---------- Exercise data ----------
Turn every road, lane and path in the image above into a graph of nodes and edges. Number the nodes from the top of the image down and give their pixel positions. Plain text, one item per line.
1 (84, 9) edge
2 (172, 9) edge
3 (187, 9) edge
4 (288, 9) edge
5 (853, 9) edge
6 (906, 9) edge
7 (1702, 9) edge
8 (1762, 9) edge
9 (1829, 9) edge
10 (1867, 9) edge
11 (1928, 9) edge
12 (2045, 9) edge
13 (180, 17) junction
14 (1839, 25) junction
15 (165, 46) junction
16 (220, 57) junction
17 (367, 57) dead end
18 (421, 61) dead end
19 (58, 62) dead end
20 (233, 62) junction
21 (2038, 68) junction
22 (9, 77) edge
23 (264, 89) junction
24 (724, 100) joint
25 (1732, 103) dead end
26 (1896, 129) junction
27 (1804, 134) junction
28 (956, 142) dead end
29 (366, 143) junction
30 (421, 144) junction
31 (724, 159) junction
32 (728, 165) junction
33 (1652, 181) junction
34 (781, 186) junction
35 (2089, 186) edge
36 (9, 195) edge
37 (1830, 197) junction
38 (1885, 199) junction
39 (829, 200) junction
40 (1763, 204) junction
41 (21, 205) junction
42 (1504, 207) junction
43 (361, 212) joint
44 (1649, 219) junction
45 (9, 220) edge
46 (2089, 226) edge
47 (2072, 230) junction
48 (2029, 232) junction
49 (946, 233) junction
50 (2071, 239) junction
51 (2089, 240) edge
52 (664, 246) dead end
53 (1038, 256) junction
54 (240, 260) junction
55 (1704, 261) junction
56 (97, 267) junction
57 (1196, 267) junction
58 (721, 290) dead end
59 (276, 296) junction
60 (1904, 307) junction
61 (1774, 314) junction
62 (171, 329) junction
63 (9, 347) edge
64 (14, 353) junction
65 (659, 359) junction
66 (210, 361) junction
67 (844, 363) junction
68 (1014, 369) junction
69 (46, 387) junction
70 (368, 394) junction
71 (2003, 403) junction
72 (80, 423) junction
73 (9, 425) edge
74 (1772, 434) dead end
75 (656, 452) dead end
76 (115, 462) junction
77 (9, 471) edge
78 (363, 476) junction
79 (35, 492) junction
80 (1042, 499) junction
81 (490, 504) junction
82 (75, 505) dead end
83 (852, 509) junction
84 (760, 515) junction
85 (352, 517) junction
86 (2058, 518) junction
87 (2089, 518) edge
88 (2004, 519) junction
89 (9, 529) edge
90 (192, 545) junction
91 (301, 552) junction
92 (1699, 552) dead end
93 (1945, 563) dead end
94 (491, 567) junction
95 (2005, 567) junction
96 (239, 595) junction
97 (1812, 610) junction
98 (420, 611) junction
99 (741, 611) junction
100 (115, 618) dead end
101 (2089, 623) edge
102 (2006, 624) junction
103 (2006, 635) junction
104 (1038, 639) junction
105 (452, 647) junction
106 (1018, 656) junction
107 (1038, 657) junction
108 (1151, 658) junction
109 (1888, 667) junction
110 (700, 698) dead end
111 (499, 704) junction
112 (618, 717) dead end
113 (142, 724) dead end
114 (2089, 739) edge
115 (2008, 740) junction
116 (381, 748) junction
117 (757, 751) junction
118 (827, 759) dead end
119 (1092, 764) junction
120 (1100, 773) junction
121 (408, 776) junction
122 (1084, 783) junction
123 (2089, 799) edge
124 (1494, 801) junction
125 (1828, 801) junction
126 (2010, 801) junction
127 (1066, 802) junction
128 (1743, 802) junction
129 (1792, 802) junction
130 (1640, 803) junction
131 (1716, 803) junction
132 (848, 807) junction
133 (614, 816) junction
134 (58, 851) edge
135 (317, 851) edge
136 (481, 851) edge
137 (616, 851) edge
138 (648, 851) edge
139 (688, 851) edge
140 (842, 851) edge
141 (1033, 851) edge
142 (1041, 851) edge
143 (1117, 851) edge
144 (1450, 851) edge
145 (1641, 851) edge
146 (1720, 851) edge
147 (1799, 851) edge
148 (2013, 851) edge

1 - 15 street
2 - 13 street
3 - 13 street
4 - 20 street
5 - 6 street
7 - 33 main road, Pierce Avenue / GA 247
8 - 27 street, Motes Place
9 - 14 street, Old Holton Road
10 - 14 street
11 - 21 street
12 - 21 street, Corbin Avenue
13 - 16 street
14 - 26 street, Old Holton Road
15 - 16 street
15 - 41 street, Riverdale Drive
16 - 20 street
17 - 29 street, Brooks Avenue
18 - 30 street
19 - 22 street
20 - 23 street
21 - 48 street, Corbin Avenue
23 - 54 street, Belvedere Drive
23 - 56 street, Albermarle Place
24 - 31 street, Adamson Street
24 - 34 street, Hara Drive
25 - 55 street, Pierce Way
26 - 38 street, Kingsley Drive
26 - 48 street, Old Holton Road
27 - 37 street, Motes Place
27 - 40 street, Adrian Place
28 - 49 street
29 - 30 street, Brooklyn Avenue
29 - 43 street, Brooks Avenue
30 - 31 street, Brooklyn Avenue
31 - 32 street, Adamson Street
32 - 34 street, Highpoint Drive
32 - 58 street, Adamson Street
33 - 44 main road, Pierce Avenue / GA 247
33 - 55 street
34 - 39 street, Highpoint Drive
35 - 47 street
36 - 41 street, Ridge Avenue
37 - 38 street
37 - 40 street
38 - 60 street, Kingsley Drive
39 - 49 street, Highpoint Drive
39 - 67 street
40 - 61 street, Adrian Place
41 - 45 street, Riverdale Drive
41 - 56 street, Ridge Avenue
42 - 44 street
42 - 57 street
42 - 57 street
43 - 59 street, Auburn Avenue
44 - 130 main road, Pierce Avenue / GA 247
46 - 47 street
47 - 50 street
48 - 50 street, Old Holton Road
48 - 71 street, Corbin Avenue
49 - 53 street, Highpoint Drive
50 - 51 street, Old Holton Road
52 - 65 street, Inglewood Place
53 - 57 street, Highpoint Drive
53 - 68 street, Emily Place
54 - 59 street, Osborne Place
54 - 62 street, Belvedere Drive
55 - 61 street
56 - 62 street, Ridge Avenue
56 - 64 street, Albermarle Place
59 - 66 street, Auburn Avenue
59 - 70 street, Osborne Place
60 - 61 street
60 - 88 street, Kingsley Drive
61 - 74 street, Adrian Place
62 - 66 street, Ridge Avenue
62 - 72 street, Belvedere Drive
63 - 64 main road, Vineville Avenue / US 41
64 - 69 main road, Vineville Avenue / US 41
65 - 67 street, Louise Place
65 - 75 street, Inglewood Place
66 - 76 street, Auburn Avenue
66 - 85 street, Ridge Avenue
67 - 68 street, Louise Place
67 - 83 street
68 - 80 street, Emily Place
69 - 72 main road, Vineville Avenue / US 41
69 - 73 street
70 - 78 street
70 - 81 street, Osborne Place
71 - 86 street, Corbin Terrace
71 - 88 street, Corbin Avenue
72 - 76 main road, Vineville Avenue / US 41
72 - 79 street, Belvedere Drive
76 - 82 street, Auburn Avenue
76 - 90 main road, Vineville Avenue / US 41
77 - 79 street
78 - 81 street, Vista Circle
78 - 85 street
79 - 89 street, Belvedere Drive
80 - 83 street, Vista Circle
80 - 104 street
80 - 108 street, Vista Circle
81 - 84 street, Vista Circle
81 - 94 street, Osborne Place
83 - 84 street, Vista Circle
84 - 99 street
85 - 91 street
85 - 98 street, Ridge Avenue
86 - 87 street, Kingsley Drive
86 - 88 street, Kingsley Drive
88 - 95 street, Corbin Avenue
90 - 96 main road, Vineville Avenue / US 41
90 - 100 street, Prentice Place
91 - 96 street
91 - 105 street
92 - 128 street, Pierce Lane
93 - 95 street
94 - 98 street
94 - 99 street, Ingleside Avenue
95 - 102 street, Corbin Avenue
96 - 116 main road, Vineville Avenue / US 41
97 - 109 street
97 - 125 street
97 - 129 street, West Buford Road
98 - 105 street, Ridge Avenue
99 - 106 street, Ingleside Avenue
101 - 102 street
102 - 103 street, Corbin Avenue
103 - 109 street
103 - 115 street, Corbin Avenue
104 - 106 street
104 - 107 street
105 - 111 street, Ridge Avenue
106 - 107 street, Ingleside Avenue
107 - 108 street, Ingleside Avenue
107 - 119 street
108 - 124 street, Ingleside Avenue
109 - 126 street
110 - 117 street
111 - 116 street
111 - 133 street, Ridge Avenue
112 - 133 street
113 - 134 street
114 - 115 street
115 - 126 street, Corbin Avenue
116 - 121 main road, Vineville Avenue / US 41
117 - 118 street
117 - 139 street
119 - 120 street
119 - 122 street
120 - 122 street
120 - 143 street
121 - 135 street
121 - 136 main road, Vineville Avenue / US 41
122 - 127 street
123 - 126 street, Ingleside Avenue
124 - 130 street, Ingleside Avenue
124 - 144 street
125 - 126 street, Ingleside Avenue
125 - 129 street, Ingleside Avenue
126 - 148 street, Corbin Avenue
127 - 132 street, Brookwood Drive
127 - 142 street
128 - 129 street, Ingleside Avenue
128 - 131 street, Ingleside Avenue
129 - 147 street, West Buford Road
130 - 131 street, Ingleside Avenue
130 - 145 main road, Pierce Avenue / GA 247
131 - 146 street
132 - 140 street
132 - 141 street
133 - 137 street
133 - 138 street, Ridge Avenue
----------
▸ **Assignment**:
Using the records above, count the lines that hold the string "Holton", and give back only the result.

▸ **Response to the task**:
5